I have previously written about Druze militias in Suwayda province and other areas of southern Syria here and here. To summarize briefly the conclusion of those studies, it is clear that 'Jaysh al-Muwahhideen' ('Army of the Monotheists/Unitarians') and 'Forces of Abu Ibrahim' are banners for Druze militias of mainly pro-Assad orientation, working with regime forces via 'Popular Committees' that had been set up in coordination with the regular Syrian army; further, the boundaries are not always so clear cut between these militias/banner names and organized regime forces. Indeed, many of the localities where these Druze militia banners are advertised are alsoidentifiable sources of recruits for the Syrian army and the National Defence Force (NDF: an evolution from Popular Committees). Unfortunately though,Wikipedia, in attempting to summarize my work, erroneously presents 'Jaysh al-Muwahhideen' as a coherent military group spanning localities.
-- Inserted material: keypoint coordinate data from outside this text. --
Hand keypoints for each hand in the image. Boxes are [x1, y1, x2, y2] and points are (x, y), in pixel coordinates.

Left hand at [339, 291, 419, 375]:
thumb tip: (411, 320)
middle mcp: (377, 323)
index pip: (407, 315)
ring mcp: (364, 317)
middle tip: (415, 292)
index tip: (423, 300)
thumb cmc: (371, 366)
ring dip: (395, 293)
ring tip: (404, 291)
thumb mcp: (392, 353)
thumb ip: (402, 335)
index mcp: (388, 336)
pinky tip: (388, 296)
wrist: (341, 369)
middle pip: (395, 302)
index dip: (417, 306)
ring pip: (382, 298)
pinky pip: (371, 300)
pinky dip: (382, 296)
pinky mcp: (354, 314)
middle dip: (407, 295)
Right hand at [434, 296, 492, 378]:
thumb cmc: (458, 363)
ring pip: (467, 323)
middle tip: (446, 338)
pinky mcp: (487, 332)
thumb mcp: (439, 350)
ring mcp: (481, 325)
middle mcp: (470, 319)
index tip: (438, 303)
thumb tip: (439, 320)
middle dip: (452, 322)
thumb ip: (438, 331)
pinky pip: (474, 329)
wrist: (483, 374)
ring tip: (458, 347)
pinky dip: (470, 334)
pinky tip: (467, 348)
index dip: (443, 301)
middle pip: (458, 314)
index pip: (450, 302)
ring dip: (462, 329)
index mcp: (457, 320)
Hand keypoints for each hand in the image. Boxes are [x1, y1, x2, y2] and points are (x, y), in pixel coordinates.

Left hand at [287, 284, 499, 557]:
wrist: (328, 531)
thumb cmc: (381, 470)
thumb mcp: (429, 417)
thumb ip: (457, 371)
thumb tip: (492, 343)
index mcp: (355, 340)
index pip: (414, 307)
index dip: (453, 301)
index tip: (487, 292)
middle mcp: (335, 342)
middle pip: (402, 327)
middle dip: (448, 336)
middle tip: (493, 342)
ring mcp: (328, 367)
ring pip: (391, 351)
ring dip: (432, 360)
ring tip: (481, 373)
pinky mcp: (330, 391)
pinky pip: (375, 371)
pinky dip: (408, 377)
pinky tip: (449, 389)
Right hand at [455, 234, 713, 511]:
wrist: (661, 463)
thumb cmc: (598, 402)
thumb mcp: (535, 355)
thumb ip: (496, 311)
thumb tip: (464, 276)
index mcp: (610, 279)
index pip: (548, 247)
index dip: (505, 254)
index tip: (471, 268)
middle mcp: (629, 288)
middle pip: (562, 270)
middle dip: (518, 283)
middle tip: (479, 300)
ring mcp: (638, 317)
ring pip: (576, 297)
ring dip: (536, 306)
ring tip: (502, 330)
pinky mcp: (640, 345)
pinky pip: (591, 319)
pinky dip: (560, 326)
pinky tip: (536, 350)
In any event, I present the northern Suwayda province village of Dama as a new case study into the use of the banner 'Jaysh al-Muwahhideen' for Druze militias: around a month ago (16 August), the locality came under attack from rebel forces, subsequently being occupied by them. These rebels were purportedly from Jabhat al-Nusra, though it should be noted that the source for this claim is regime sourcing and so of course the attack will be ascribed to Jabhat al-Nusra, considering that there is no Islamic State presence in Deraa or Suwayda provinces. The locality was reportedly recaptured from rebel forces in less than 24 hours, albeit with some casualties among the Druze locals. A 'Jaysh al-Muwahhideen' activist source gives the following 'martyrs' list for the "Battle of Dama" (this list also contains 'martyrs' for a battle in a nearby locality called Deir Dama):
To translate, the names of the 'martyrs' for Dama are:
Sheikh Danial Yusuf al-Shabali (Jaysh al-Muwahhideen)
Sheikh Yamin Sa'adu Hamsho (Jaysh al-Muwahhideen)
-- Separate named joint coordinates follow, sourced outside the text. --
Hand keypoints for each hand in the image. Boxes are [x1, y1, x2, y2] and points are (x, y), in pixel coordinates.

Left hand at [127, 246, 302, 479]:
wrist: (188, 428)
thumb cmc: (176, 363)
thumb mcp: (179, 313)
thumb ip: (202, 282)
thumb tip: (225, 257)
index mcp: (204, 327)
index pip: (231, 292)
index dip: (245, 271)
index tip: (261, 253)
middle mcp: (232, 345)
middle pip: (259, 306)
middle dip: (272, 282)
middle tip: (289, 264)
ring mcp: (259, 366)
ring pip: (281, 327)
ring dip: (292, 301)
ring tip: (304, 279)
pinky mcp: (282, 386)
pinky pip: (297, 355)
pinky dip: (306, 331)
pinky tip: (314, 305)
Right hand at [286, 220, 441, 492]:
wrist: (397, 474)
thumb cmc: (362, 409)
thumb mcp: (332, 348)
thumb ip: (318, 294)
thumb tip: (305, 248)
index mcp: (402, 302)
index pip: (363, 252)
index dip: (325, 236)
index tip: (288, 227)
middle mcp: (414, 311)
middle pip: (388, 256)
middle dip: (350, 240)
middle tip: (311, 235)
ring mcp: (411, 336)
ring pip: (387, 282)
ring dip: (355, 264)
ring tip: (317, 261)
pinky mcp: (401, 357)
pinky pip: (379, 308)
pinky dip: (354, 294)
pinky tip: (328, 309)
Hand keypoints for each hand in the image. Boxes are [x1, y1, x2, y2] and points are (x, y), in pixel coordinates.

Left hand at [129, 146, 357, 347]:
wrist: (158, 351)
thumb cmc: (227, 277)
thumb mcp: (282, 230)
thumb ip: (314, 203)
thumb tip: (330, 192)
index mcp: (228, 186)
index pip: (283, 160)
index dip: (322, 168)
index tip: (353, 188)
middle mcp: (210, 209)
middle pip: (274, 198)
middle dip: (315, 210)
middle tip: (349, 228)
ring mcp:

Sheikh Ihab Salman Azzam (Jaysh al-Muwahhideen)
Sheikh Rami Salam al-Khatib (Jaysh al-Muwahhideen)
Nuris Sa'id al-Safidi (Popular Committees)
Milad Jayid al-Safidi (Popular Committees)
Adham Ammar Faraj (Popular Committees)
Naji Saleh Abu Shaqra (Popular Committees)
Adham Saber al-Jaramani (Popular Committees)
Here also are photos of some of those mentioned above:
Pro-regime TV claims a variety of forces who helped to recapture Dama from the rebels, including Popular Defence Committees, the Ba'ath Brigades and the Syrian army. Of interest though is the 'Jaysh al-Muwahhideen' graphic above that distinguishes 'martyrs' according to 'Jaysh al-Muwahhideen' or the 'Popular Committees'. According to this source in an interview with me, the distinction made between the 'Jaysh al-Muwahhideen' and the Popular Committees is as follows:
"Jaysh al-Muwahhideen is composed of mashayakh [Druze sheikhs] protecting the land, honor and religion against every attacker- whoever he may be- and is independent. Popular Committees are composed of families supporting the army."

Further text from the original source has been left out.